GIVEN INFORMATION section start

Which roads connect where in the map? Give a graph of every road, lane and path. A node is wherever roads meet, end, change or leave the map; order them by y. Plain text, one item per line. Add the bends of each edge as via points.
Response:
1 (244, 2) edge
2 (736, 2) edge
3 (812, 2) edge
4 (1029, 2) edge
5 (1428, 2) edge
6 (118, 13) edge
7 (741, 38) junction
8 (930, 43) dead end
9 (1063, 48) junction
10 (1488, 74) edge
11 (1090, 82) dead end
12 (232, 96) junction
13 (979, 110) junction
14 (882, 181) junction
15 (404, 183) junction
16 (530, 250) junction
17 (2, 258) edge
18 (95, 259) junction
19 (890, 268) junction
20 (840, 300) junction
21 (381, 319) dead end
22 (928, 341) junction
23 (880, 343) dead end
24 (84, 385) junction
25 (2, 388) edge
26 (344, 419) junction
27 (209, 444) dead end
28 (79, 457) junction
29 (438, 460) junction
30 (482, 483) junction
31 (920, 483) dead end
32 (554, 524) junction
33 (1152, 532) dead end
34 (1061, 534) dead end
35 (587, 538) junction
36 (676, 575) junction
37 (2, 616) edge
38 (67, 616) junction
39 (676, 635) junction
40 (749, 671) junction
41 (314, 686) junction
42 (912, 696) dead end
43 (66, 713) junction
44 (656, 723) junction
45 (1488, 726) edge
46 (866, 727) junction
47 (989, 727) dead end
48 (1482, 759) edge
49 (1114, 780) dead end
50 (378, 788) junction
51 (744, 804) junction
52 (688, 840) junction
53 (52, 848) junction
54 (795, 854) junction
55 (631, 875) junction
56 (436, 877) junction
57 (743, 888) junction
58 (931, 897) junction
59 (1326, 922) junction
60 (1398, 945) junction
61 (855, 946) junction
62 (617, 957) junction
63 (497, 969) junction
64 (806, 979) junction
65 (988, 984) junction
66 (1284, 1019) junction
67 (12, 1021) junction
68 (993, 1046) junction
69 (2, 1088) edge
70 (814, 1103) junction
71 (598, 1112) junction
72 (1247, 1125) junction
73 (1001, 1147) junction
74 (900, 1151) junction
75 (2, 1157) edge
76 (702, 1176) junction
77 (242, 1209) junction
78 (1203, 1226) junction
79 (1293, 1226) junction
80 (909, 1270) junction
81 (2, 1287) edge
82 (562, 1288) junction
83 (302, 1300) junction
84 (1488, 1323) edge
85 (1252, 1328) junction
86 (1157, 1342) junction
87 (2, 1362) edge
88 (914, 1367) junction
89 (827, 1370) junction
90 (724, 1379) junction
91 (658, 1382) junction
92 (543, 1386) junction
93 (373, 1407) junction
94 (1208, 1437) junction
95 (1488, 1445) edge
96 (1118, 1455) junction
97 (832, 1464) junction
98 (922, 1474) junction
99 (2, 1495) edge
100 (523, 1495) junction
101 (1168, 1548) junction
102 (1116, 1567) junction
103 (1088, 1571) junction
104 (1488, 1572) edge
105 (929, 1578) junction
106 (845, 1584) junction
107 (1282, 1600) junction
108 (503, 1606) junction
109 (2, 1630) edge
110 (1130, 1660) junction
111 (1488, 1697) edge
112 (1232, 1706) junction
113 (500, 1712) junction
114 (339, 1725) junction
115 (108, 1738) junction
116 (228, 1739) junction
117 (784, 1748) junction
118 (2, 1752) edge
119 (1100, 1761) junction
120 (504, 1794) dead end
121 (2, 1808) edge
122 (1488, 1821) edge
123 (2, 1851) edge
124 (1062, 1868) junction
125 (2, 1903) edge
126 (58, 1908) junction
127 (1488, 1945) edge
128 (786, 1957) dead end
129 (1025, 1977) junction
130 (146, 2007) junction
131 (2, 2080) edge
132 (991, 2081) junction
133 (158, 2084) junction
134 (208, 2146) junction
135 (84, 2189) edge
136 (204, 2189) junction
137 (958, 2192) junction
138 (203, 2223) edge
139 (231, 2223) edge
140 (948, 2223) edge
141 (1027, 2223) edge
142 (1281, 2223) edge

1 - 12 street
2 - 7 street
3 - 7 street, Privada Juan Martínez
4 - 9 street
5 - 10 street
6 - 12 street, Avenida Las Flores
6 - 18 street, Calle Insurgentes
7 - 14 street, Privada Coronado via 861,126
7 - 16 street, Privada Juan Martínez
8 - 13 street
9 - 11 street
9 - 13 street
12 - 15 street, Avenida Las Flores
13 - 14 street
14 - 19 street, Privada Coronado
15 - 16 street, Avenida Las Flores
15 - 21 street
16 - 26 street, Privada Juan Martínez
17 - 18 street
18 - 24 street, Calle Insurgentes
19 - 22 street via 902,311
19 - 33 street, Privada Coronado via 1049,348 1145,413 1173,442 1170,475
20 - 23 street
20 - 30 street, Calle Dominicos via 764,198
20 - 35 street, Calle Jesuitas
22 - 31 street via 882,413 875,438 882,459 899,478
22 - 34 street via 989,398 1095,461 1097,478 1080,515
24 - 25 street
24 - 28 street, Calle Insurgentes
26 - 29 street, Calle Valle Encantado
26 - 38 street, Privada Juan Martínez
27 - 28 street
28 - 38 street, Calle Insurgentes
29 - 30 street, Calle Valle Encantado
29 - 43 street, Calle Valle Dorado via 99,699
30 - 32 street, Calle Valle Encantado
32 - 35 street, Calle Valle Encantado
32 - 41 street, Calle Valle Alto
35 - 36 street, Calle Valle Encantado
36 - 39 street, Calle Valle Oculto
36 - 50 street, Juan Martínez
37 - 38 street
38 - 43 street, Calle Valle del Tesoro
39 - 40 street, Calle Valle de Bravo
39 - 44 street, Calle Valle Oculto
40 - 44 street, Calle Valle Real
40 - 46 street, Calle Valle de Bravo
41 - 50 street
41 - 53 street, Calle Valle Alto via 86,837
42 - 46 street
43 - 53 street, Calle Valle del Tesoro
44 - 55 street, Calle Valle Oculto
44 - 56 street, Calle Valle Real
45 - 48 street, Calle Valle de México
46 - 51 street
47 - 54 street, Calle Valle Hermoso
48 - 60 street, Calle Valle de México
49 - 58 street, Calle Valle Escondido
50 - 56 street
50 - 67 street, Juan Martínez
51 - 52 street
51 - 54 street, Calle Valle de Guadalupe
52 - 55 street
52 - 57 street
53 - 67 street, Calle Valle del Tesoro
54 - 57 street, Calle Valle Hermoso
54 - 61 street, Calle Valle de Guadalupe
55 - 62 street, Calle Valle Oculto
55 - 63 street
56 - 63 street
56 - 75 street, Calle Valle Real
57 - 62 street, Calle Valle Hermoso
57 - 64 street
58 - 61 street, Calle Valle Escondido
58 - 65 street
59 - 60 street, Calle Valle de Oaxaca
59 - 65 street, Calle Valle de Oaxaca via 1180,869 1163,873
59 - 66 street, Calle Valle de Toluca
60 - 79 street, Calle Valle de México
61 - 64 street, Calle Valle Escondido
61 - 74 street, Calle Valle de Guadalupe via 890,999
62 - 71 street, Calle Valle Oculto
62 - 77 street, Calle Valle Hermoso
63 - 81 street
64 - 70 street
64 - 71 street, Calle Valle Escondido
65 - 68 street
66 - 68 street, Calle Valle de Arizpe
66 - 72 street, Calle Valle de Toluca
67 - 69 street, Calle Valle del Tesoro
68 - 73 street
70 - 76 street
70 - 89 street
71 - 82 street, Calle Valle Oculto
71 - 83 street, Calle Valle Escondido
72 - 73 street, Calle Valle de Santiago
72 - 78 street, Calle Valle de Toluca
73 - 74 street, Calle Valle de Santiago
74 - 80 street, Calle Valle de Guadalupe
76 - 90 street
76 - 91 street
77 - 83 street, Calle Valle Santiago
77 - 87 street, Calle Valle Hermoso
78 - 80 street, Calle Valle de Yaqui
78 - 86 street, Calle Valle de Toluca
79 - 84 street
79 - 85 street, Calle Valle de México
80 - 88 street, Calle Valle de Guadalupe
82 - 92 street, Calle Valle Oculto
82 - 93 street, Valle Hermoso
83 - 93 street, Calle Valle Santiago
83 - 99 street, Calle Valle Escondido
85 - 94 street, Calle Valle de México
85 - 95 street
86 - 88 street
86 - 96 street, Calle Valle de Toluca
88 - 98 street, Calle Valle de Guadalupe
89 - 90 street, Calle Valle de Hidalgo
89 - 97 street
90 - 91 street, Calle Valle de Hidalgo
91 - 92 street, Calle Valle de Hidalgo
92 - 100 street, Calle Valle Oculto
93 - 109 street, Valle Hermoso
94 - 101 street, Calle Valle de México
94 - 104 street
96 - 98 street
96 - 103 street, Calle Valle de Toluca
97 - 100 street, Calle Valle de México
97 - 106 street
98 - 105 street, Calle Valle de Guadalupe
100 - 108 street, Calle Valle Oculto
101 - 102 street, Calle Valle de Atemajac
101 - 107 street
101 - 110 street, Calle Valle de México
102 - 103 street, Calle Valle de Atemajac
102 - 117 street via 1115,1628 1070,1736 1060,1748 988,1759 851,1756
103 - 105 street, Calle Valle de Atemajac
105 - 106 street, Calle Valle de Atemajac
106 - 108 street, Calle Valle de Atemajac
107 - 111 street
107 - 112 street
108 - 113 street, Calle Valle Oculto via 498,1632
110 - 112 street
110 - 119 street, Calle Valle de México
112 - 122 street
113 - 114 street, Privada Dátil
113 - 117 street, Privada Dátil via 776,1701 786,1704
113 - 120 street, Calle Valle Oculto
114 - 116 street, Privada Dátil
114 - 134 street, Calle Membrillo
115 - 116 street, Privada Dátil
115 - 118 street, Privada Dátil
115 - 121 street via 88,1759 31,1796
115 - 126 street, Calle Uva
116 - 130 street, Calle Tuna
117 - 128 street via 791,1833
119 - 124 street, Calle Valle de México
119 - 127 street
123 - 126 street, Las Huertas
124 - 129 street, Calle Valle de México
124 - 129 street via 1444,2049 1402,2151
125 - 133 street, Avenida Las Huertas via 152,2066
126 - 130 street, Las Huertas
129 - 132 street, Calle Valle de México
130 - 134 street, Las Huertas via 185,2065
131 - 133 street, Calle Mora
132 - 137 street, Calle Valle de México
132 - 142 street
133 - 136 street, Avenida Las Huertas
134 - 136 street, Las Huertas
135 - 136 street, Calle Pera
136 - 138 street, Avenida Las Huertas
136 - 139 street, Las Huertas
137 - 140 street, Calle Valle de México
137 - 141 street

GIVEN INFORMATION section end

* [INSTRUCTIONS FOR THE TASK]:
Return every line of the entries above that the string "Alto" appears in.

* [EXERCISE RESPONSE]:
32 - 41 street, Calle Valle Alto
41 - 53 street, Calle Valle Alto via 86,837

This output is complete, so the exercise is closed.